### [Exercise goal]
As you restate the entries, keep every word intact and leave out whatever images they hold.

### [Provided entries]

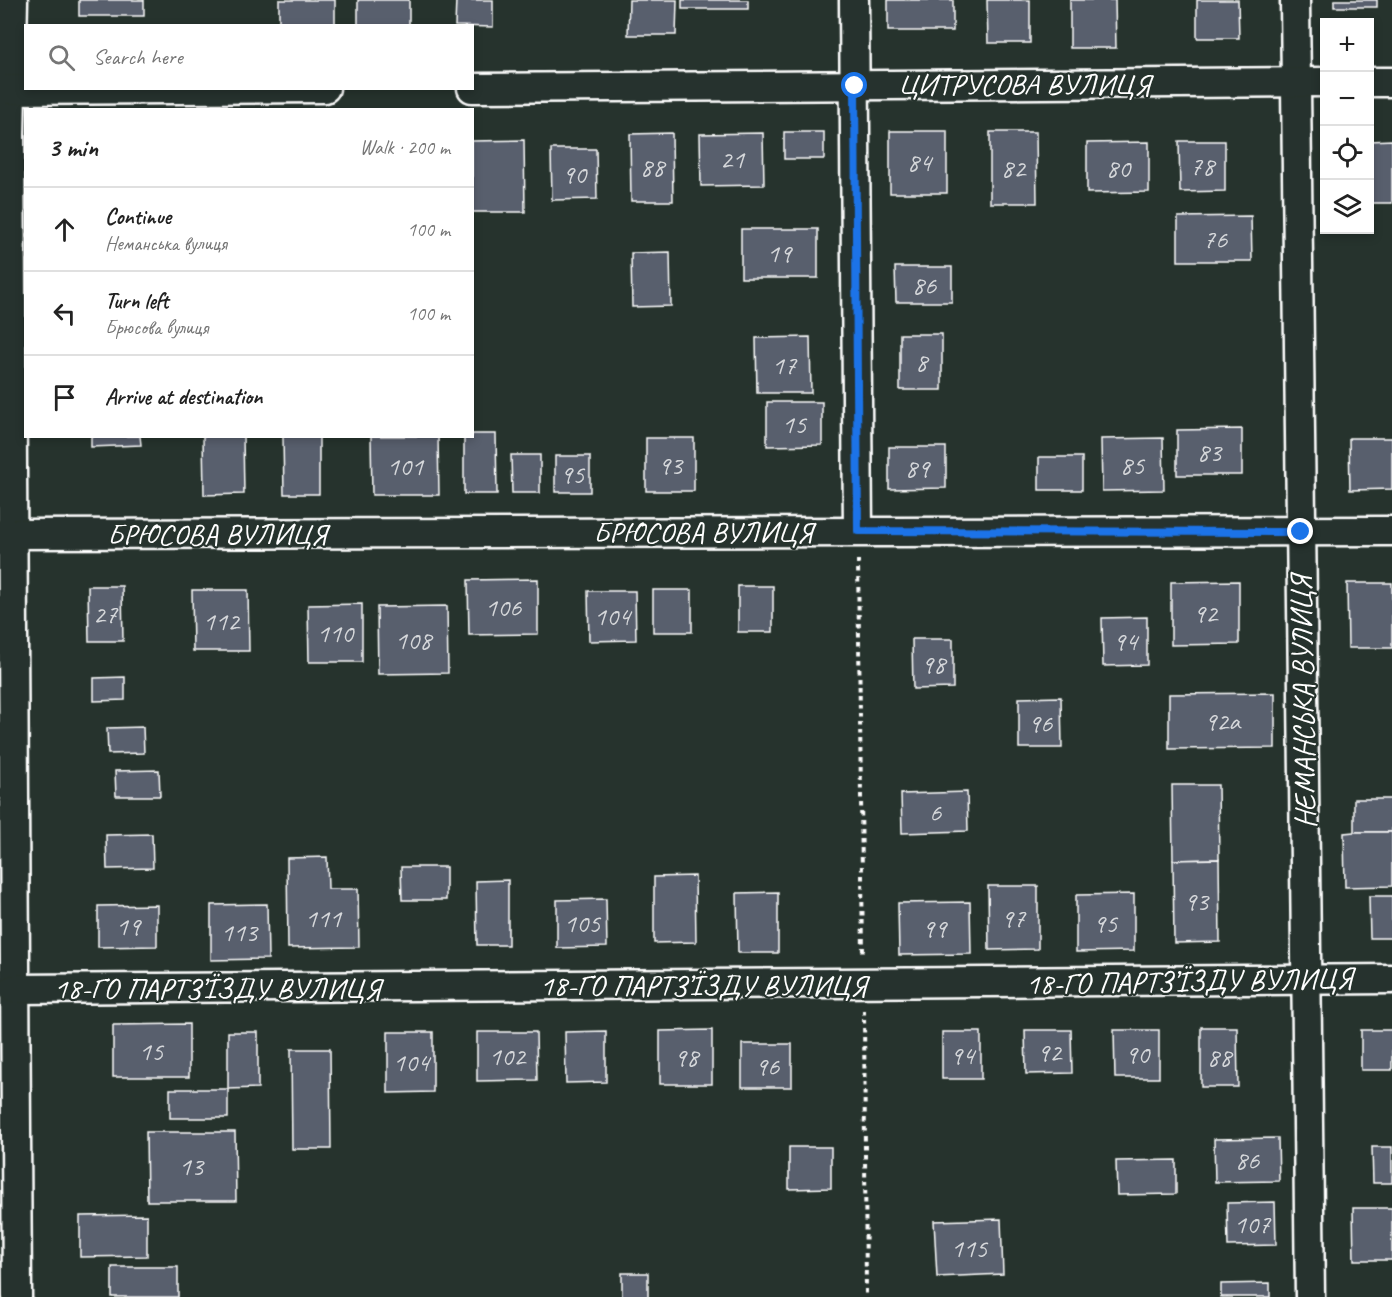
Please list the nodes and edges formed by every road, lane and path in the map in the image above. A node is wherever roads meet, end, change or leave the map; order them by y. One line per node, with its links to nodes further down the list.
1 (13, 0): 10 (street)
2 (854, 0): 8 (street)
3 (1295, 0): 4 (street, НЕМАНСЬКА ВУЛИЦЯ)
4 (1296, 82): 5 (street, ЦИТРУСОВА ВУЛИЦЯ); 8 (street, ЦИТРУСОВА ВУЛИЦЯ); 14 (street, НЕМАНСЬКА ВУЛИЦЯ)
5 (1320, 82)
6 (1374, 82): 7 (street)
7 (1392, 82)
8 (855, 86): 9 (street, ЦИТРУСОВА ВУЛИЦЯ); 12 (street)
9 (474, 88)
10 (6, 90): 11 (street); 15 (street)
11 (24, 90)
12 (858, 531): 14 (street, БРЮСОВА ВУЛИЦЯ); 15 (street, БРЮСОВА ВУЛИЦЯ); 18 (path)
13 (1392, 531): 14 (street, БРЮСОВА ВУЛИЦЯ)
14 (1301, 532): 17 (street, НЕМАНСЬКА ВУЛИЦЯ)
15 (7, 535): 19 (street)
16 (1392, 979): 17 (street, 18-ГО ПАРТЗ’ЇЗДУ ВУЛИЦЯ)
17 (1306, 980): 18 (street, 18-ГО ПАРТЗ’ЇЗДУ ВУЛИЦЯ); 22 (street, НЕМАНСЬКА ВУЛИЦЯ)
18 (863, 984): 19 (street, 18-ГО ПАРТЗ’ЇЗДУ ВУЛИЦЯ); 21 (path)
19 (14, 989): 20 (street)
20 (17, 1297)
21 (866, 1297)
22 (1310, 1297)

### [Exercise result]
Please list the nodes and edges formed by every road, lane and path in the map in the image above. A node is wherever roads meet, end, change or leave the map; order them by y. One line per node, with its links to nodes further down the list.
1 (13, 0): 10 (street)
2 (854, 0): 8 (street)
3 (1295, 0): 4 (street, НЕМАНСЬКА ВУЛИЦЯ)
4 (1296, 82): 5 (street, ЦИТРУСОВА ВУЛИЦЯ); 8 (street, ЦИТРУСОВА ВУЛИЦЯ); 14 (street, НЕМАНСЬКА ВУЛИЦЯ)
5 (1320, 82)
6 (1374, 82): 7 (street)
7 (1392, 82)
8 (855, 86): 9 (street, ЦИТРУСОВА ВУЛИЦЯ); 12 (street)
9 (474, 88)
10 (6, 90): 11 (street); 15 (street)
11 (24, 90)
12 (858, 531): 14 (street, БРЮСОВА ВУЛИЦЯ); 15 (street, БРЮСОВА ВУЛИЦЯ); 18 (path)
13 (1392, 531): 14 (street, БРЮСОВА ВУЛИЦЯ)
14 (1301, 532): 17 (street, НЕМАНСЬКА ВУЛИЦЯ)
15 (7, 535): 19 (street)
16 (1392, 979): 17 (street, 18-ГО ПАРТЗ’ЇЗДУ ВУЛИЦЯ)
17 (1306, 980): 18 (street, 18-ГО ПАРТЗ’ЇЗДУ ВУЛИЦЯ); 22 (street, НЕМАНСЬКА ВУЛИЦЯ)
18 (863, 984): 19 (street, 18-ГО ПАРТЗ’ЇЗДУ ВУЛИЦЯ); 21 (path)
19 (14, 989): 20 (street)
20 (17, 1297)
21 (866, 1297)
22 (1310, 1297)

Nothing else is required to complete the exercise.